| Activity |
From the entries below, report only the number of lines that contain the word "Division".

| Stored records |

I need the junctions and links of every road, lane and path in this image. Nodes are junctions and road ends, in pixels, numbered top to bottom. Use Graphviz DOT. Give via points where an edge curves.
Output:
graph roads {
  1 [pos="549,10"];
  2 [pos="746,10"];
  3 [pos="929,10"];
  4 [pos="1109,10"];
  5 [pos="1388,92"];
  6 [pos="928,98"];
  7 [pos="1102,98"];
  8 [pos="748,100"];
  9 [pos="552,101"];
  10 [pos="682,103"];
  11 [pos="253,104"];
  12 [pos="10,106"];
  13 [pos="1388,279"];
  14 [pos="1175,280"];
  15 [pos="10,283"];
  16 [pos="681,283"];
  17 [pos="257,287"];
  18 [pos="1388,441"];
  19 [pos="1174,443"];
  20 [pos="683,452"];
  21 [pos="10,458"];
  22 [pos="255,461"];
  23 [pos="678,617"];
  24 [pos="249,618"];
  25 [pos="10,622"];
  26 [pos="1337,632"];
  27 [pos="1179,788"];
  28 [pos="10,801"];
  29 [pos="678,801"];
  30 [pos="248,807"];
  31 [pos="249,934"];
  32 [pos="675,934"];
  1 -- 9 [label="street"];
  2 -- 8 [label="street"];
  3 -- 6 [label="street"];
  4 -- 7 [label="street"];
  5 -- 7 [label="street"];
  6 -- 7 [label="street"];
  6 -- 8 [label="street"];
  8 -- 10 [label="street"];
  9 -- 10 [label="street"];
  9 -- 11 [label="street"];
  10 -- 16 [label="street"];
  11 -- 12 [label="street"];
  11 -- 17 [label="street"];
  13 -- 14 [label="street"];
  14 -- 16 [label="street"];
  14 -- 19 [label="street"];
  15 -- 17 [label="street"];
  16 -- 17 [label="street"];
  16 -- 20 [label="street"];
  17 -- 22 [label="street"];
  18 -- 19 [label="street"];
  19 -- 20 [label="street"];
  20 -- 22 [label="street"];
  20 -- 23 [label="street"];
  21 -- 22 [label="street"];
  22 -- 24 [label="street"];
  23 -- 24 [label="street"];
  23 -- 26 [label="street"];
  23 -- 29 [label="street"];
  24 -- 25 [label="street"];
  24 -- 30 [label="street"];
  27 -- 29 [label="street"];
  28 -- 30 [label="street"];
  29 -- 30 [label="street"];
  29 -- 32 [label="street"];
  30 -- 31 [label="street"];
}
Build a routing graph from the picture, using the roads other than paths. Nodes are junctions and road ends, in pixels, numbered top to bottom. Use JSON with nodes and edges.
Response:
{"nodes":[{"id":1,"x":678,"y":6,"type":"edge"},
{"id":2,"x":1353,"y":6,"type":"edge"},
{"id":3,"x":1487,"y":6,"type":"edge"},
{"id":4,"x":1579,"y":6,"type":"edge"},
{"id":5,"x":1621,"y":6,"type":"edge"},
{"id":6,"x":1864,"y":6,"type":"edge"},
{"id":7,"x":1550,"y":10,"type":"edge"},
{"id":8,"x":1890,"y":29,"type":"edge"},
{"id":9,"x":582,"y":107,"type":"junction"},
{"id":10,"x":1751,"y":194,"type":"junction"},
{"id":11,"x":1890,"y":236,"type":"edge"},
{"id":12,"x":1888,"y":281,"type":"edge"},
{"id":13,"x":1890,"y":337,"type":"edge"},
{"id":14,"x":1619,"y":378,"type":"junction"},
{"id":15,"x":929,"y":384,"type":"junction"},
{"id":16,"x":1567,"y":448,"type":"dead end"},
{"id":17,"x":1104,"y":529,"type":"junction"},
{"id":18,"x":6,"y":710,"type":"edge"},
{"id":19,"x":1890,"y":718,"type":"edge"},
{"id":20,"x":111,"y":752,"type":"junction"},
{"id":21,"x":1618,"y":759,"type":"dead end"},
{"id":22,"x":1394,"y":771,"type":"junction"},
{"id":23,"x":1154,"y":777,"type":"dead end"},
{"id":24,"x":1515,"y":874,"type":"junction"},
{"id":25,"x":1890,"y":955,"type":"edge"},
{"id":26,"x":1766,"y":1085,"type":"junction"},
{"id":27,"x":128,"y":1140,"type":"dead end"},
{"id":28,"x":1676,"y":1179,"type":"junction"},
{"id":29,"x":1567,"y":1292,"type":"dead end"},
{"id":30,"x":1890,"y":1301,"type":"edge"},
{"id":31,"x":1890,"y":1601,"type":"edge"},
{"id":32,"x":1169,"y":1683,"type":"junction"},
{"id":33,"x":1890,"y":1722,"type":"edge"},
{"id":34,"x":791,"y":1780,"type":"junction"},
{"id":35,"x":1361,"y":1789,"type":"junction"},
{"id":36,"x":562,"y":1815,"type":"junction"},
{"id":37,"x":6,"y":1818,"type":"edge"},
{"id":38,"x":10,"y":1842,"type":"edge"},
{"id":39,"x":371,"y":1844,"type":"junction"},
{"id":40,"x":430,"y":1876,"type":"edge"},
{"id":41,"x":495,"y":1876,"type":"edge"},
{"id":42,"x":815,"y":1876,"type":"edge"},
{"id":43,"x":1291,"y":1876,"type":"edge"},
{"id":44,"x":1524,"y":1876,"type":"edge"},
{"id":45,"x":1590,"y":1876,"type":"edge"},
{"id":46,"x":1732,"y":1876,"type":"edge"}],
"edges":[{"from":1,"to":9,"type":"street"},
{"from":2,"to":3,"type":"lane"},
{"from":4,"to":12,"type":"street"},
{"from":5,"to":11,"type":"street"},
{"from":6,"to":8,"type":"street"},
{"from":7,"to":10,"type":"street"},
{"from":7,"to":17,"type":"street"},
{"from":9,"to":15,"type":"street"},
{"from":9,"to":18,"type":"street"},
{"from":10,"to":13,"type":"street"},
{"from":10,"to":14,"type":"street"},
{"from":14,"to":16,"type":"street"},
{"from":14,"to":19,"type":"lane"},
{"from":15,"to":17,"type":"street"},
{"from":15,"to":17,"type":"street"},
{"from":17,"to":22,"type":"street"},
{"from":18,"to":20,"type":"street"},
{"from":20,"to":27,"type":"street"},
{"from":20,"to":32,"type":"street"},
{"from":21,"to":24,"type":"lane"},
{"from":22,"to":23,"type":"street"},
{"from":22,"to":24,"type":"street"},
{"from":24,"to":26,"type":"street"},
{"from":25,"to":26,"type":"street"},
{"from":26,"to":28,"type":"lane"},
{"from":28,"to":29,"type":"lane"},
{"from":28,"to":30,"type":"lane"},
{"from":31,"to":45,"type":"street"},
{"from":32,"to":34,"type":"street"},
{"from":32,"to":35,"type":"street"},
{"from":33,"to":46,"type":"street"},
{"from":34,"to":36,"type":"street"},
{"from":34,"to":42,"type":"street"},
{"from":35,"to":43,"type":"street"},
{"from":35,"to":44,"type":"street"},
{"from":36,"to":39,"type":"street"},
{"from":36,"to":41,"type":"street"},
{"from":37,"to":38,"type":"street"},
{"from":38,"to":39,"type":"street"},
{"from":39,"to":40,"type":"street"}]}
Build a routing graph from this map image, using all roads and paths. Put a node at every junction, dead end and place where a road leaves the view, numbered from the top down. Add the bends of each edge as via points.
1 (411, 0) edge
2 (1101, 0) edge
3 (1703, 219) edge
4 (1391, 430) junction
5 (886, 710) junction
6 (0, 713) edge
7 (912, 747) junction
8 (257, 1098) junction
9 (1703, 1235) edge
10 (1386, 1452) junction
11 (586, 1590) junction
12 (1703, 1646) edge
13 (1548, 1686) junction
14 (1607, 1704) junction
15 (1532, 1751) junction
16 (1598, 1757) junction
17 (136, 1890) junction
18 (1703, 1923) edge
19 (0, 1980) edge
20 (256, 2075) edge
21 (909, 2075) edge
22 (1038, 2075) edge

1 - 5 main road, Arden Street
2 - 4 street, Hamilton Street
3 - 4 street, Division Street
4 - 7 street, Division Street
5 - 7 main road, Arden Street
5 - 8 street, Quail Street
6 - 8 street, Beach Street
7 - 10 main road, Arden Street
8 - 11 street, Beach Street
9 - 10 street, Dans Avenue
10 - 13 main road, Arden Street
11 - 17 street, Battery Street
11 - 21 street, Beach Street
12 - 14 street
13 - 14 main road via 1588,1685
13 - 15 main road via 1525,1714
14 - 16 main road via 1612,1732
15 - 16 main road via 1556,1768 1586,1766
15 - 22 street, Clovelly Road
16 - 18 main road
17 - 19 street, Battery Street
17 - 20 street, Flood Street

| Written solution |
2